▶ _Problem description_
Your copy of the data below must be exact and must leave out all pictures.

**** Records shown

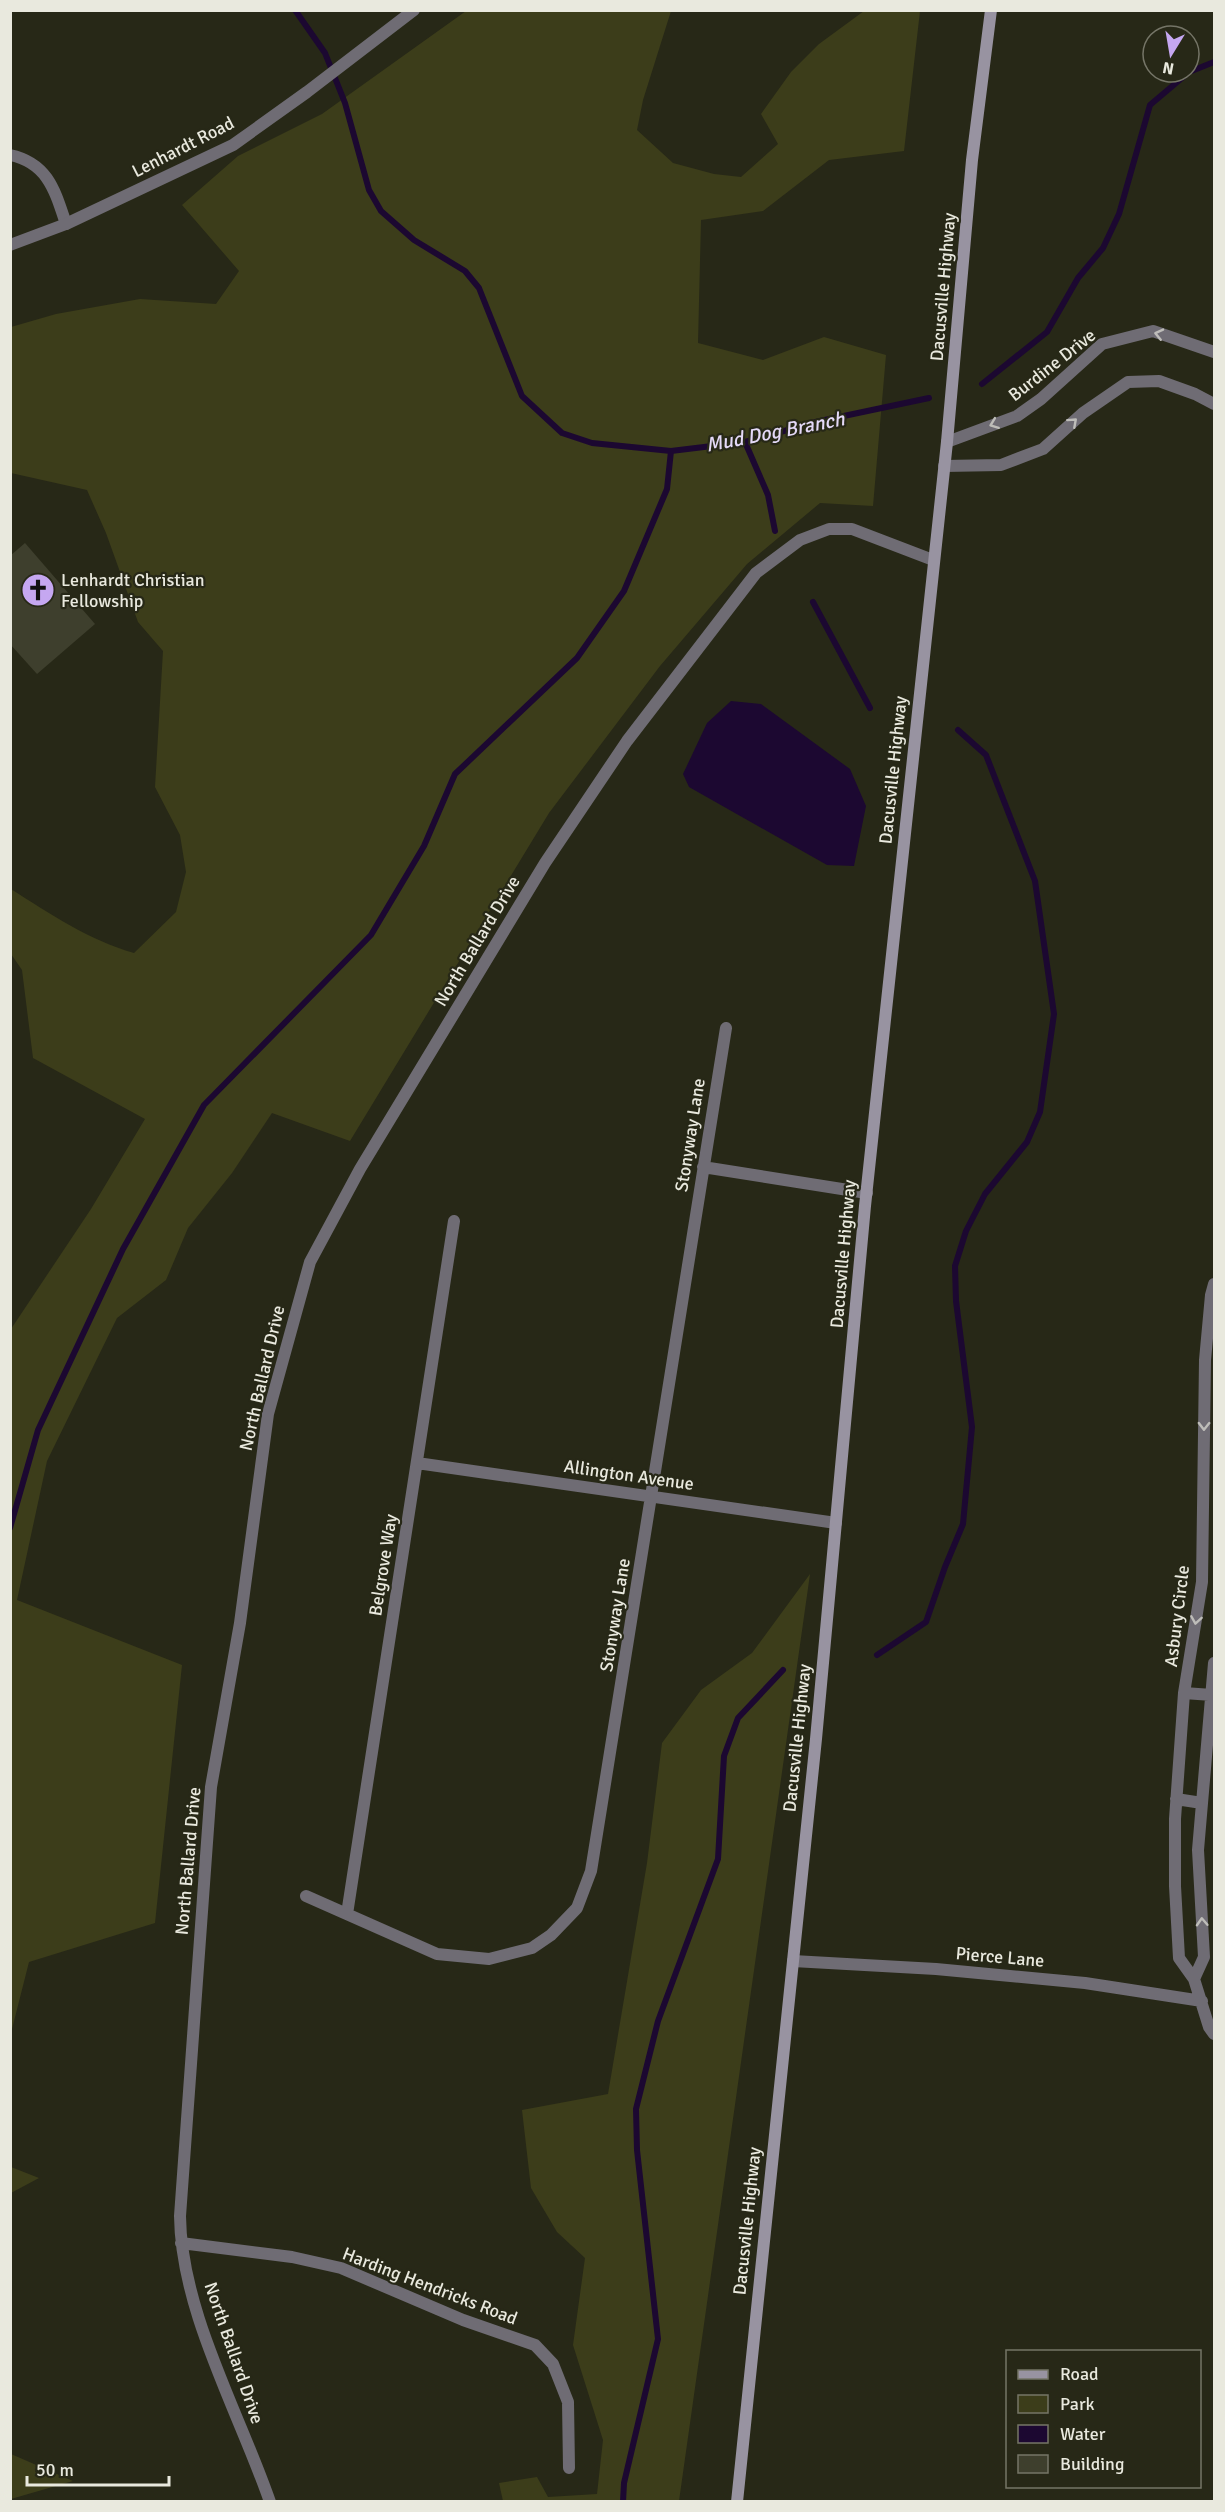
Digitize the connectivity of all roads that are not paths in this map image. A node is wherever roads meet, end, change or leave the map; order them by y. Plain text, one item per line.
1 (414, 10) edge
2 (991, 10) edge
3 (10, 155) edge
4 (66, 224) junction
5 (10, 245) edge
6 (1215, 352) edge
7 (1215, 404) edge
8 (947, 442) junction
9 (944, 466) junction
10 (933, 560) junction
11 (726, 1028) dead end
12 (703, 1167) junction
13 (867, 1193) junction
14 (454, 1221) dead end
15 (1215, 1284) edge
16 (1209, 1398) edge
17 (417, 1463) junction
18 (1209, 1472) edge
19 (652, 1497) junction
20 (836, 1523) junction
21 (1215, 1663) edge
22 (1184, 1693) junction
23 (1212, 1695) junction
24 (1176, 1799) junction
25 (1202, 1803) junction
26 (1175, 1848) junction
27 (1198, 1850) junction
28 (306, 1896) dead end
29 (347, 1914) junction
30 (793, 1961) junction
31 (1194, 1978) junction
32 (1202, 2001) junction
33 (1215, 2034) edge
34 (181, 2243) junction
35 (569, 2468) dead end
36 (270, 2502) edge
37 (736, 2502) edge

1 - 4 street, Lenhardt Road
2 - 8 main road, Dacusville Highway
3 - 4 street
4 - 5 street, Lenhardt Road
6 -> 8 street, Burdine Drive
9 -> 7 street
8 - 9 main road, Dacusville Highway
9 - 10 main road, Dacusville Highway
10 - 13 main road, Dacusville Highway
10 - 34 street, North Ballard Drive
11 - 12 street, Stonyway Lane
12 - 13 street
12 - 19 street, Stonyway Lane
13 - 20 main road, Dacusville Highway
14 - 17 street, Belgrove Way
15 - 16 street, Asbury Circle
16 -> 18 street, Asbury Circle
17 - 19 street, Allington Avenue
17 - 29 street, Belgrove Way
18 -> 22 street, Asbury Circle
19 - 20 street, Allington Avenue
19 - 29 street, Stonyway Lane
20 - 30 main road, Dacusville Highway
21 - 23 street
22 - 23 street, Asbury Circle
22 - 24 street, Asbury Circle
23 - 25 street
24 - 25 street
24 - 26 street, Asbury Circle
25 - 27 street
26 - 27 street
26 - 31 street, Asbury Circle
31 -> 27 street
28 - 29 street, Stonyway Lane
30 - 32 street, Pierce Lane
30 - 37 main road, Dacusville Highway
31 - 32 street, Asbury Circle
32 - 33 street, Asbury Circle
34 - 35 street, Harding Hendricks Road
34 - 36 street, North Ballard Drive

********

▶ _Task output_
Digitize the connectivity of all roads that are not paths in this map image. A node is wherever roads meet, end, change or leave the map; order them by y. Plain text, one item per line.
1 (414, 10) edge
2 (991, 10) edge
3 (10, 155) edge
4 (66, 224) junction
5 (10, 245) edge
6 (1215, 352) edge
7 (1215, 404) edge
8 (947, 442) junction
9 (944, 466) junction
10 (933, 560) junction
11 (726, 1028) dead end
12 (703, 1167) junction
13 (867, 1193) junction
14 (454, 1221) dead end
15 (1215, 1284) edge
16 (1209, 1398) edge
17 (417, 1463) junction
18 (1209, 1472) edge
19 (652, 1497) junction
20 (836, 1523) junction
21 (1215, 1663) edge
22 (1184, 1693) junction
23 (1212, 1695) junction
24 (1176, 1799) junction
25 (1202, 1803) junction
26 (1175, 1848) junction
27 (1198, 1850) junction
28 (306, 1896) dead end
29 (347, 1914) junction
30 (793, 1961) junction
31 (1194, 1978) junction
32 (1202, 2001) junction
33 (1215, 2034) edge
34 (181, 2243) junction
35 (569, 2468) dead end
36 (270, 2502) edge
37 (736, 2502) edge

1 - 4 street, Lenhardt Road
2 - 8 main road, Dacusville Highway
3 - 4 street
4 - 5 street, Lenhardt Road
6 -> 8 street, Burdine Drive
9 -> 7 street
8 - 9 main road, Dacusville Highway
9 - 10 main road, Dacusville Highway
10 - 13 main road, Dacusville Highway
10 - 34 street, North Ballard Drive
11 - 12 street, Stonyway Lane
12 - 13 street
12 - 19 street, Stonyway Lane
13 - 20 main road, Dacusville Highway
14 - 17 street, Belgrove Way
15 - 16 street, Asbury Circle
16 -> 18 street, Asbury Circle
17 - 19 street, Allington Avenue
17 - 29 street, Belgrove Way
18 -> 22 street, Asbury Circle
19 - 20 street, Allington Avenue
19 - 29 street, Stonyway Lane
20 - 30 main road, Dacusville Highway
21 - 23 street
22 - 23 street, Asbury Circle
22 - 24 street, Asbury Circle
23 - 25 street
24 - 25 street
24 - 26 street, Asbury Circle
25 - 27 street
26 - 27 street
26 - 31 street, Asbury Circle
31 -> 27 street
28 - 29 street, Stonyway Lane
30 - 32 street, Pierce Lane
30 - 37 main road, Dacusville Highway
31 - 32 street, Asbury Circle
32 - 33 street, Asbury Circle
34 - 35 street, Harding Hendricks Road
34 - 36 street, North Ballard Drive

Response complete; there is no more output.